■ Excerpted data
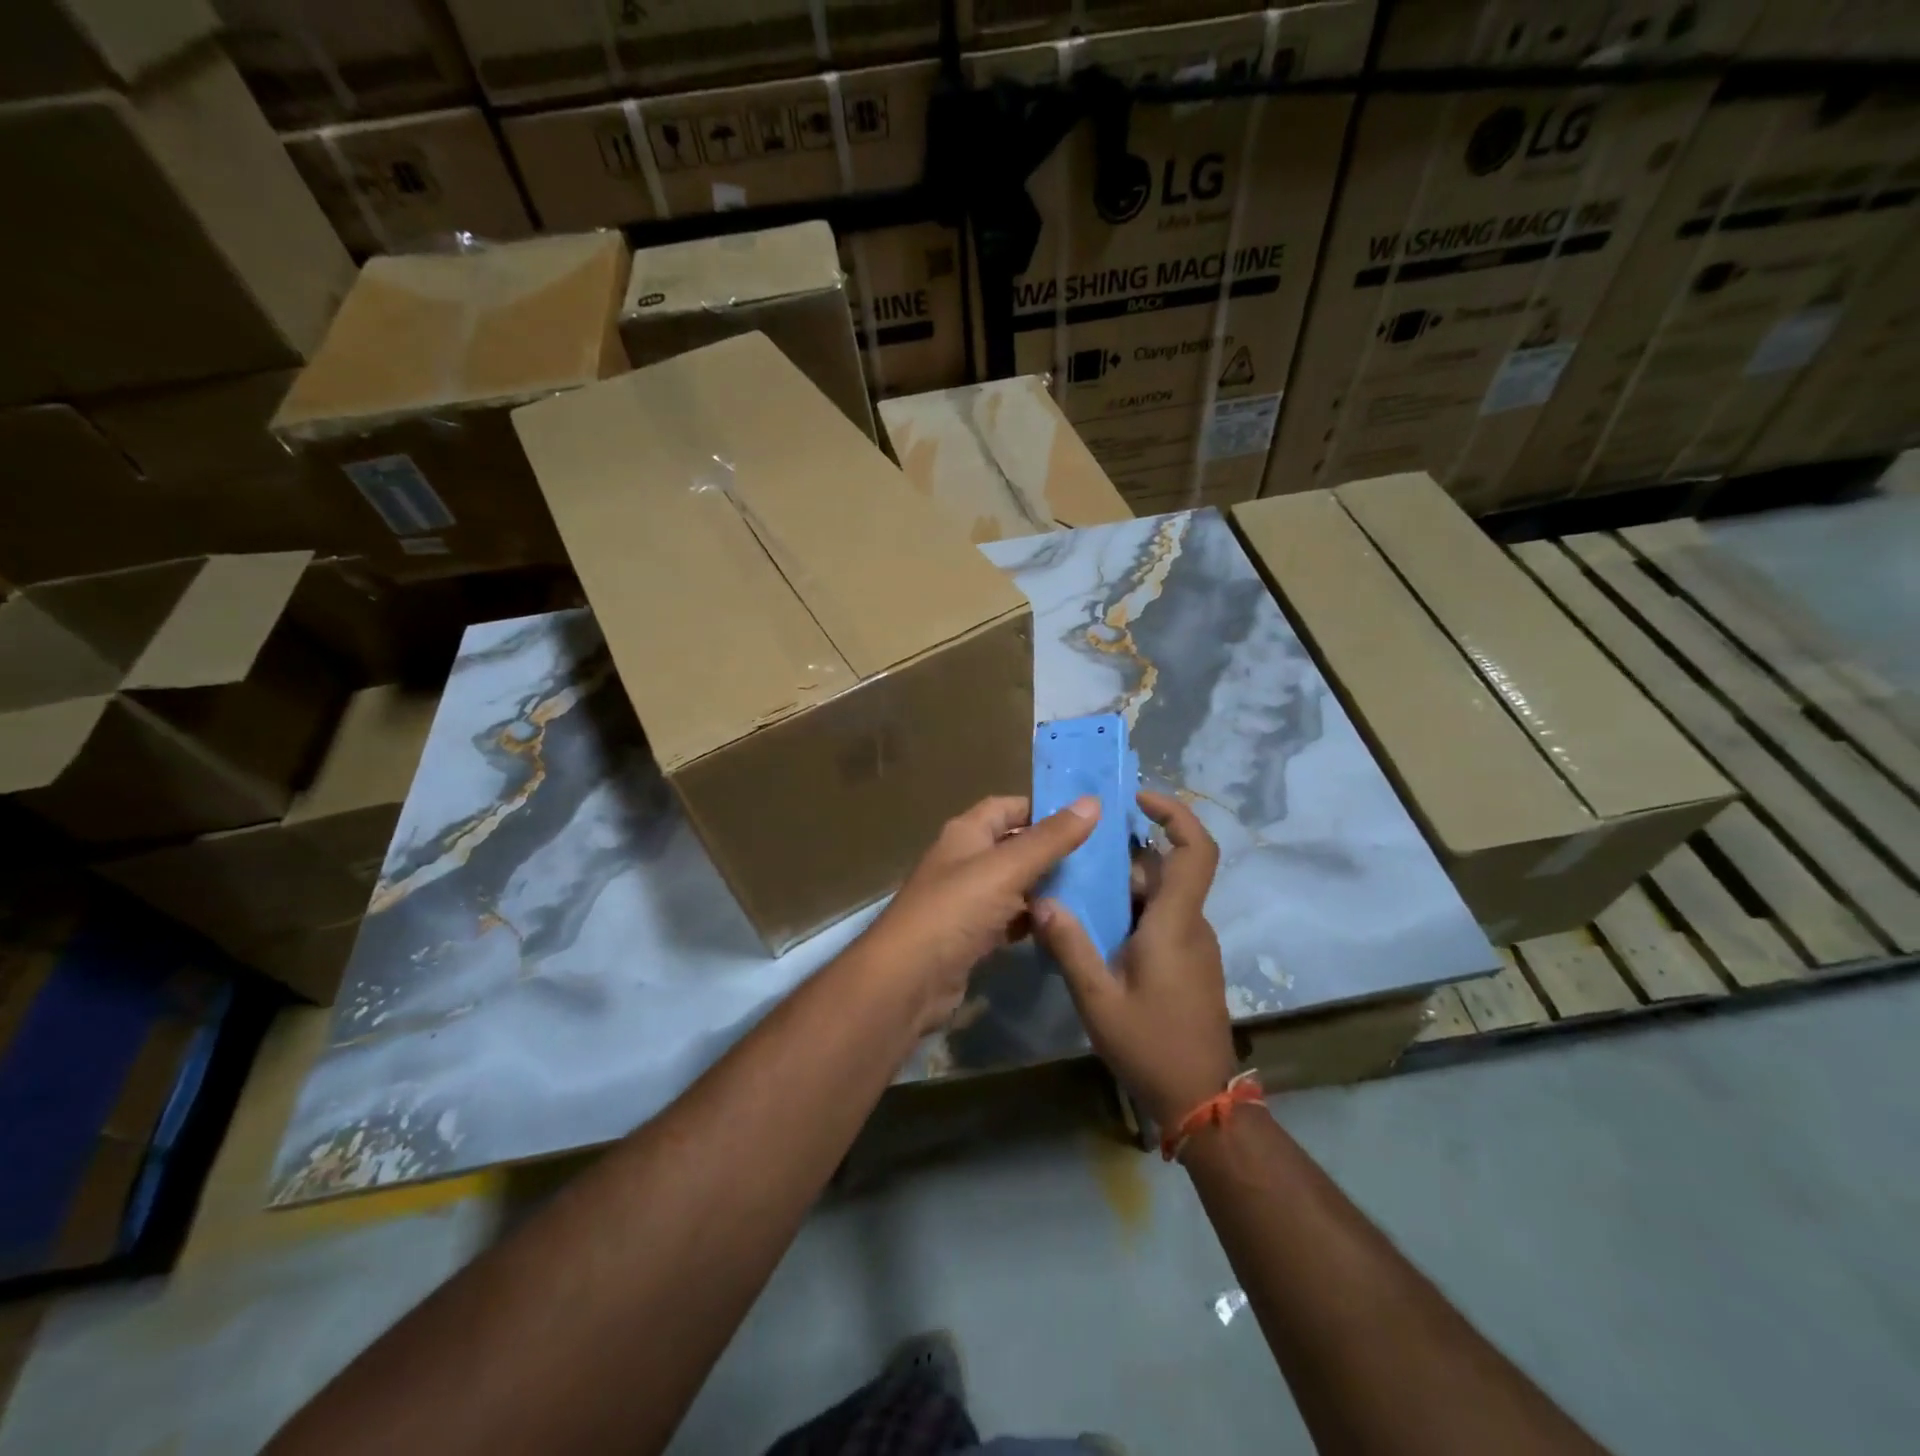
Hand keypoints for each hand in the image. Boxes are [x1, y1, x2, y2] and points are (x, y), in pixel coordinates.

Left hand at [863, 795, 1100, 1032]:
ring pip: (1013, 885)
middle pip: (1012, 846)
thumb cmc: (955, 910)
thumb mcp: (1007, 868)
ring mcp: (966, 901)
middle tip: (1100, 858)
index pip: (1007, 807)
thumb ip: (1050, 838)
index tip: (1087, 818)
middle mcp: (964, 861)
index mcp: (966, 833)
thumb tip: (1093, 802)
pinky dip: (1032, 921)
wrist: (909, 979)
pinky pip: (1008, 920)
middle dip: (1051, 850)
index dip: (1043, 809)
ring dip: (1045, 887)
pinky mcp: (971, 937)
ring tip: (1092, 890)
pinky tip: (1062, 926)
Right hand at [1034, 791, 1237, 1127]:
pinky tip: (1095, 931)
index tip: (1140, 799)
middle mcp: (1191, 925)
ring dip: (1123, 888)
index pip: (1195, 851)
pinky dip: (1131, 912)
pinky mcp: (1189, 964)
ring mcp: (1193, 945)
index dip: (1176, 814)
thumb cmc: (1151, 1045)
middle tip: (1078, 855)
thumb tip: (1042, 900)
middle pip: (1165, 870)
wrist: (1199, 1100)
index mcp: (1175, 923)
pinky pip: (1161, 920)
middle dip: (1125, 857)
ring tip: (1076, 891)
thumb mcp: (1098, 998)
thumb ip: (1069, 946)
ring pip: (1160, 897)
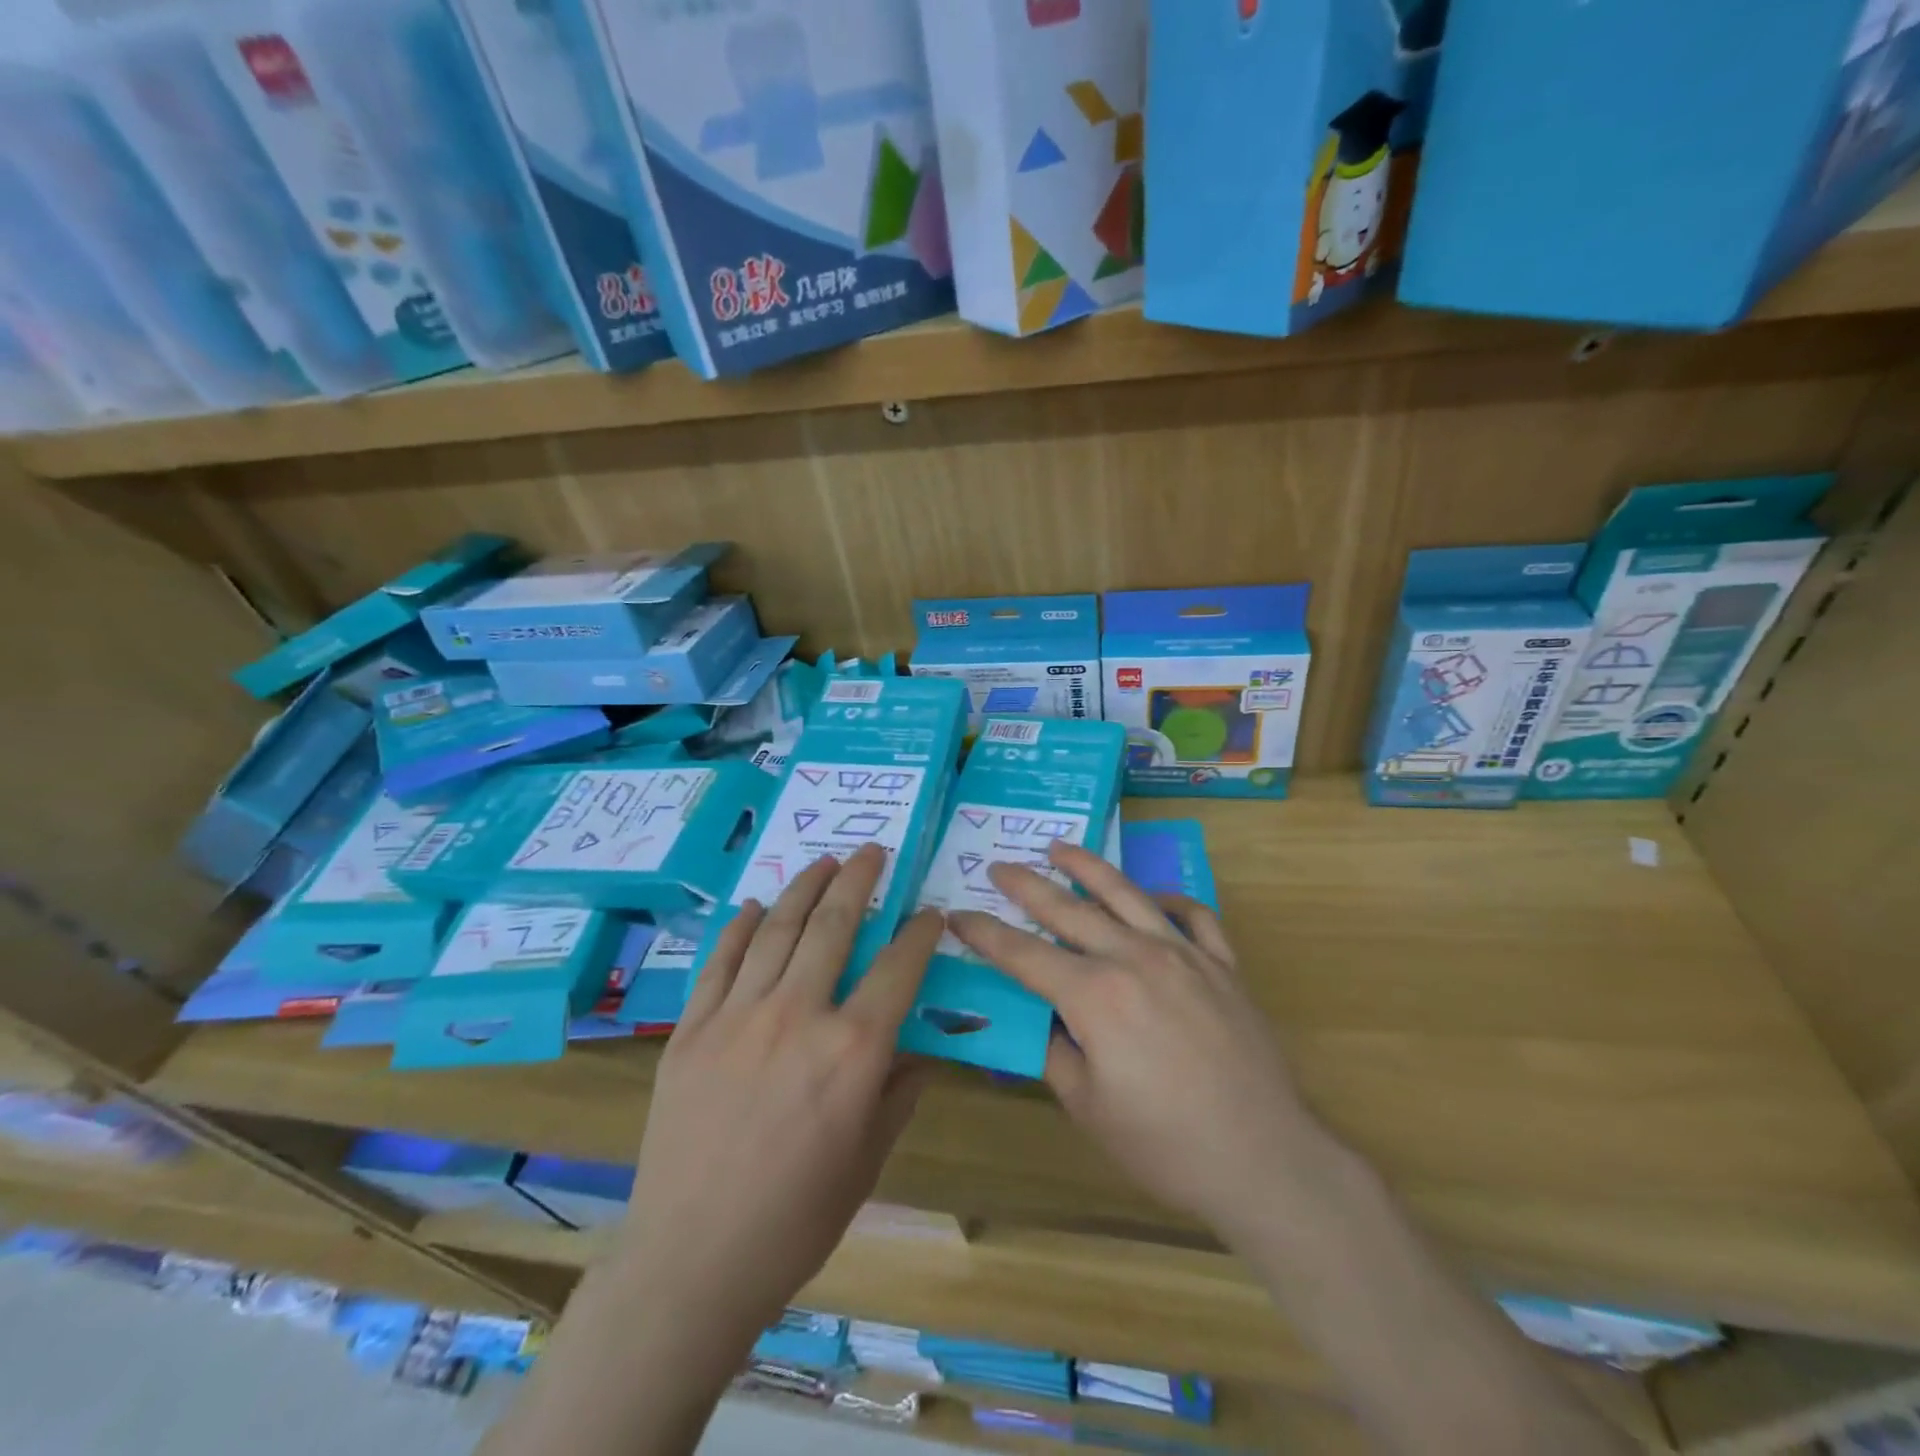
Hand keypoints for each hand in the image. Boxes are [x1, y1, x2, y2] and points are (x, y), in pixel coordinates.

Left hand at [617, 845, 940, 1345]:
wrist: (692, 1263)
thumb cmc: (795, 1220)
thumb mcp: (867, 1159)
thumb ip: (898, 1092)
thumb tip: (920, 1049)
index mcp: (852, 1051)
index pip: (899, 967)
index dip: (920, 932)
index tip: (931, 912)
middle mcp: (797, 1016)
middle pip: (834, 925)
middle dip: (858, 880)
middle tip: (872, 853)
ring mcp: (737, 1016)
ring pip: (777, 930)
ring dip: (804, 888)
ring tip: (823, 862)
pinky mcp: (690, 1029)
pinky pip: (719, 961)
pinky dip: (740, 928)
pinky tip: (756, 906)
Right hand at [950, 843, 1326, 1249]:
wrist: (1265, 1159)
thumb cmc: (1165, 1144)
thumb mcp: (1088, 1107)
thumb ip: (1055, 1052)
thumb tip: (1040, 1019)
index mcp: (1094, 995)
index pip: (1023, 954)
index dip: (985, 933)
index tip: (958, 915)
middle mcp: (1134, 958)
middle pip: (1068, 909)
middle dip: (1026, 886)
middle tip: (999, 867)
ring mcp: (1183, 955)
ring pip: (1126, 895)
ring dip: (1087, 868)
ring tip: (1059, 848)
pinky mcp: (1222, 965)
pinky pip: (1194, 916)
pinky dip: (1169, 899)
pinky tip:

■ Work task
What are the lines in the records above, word for word, from the one containing "index pip: (1007, 807)" through the one containing "thumb tip: (920, 1049)", both ends included and pictures left out?

■ Exercise result
index pip: (1007, 807)
thumb ip: (1050, 838)
index tip: (1087, 818)
middle mcp: (964, 861)
index mcp: (966, 833)
thumb tip: (1093, 802)
pinky dip: (1032, 921)
wrist: (909, 979)
pinky pip: (1008, 920)
middle dip: (1051, 850)
index dip: (1043, 809)
ring dip: (1045, 887)
pinky mcp: (971, 937)
ring tip: (1092, 890)
pinky tip: (1062, 926)
Right hand at [1034, 791, 1237, 1127]:
pinky tip: (1095, 931)
index tip: (1140, 799)
middle mcp: (1191, 925)
ring dip: (1123, 888)
index pip: (1195, 851)
pinky dip: (1131, 912)
pinky mcp: (1189, 964)
ring mcp: (1193, 945)
index dip: (1176, 814)
thumb cmc: (1151, 1045)
middle tip: (1078, 855)
thumb tip: (1042, 900)
middle pip: (1165, 870)
wrist: (1199, 1100)
index mcp: (1175, 923)
pinky pip: (1161, 920)
middle dip: (1125, 857)
ring tip: (1076, 891)
thumb mcp: (1098, 998)
thumb ip: (1069, 946)
ring pip: (1160, 897)
Hand keypoints for each hand in the image. Boxes are [x1, y1, x2, y2] and points are (x, y), in pixel coordinates.

Left hand at [617, 845, 940, 1345]:
wrist: (692, 1263)
thumb cmc: (795, 1220)
thumb mcp: (867, 1159)
thumb ip: (898, 1092)
thumb tip: (920, 1049)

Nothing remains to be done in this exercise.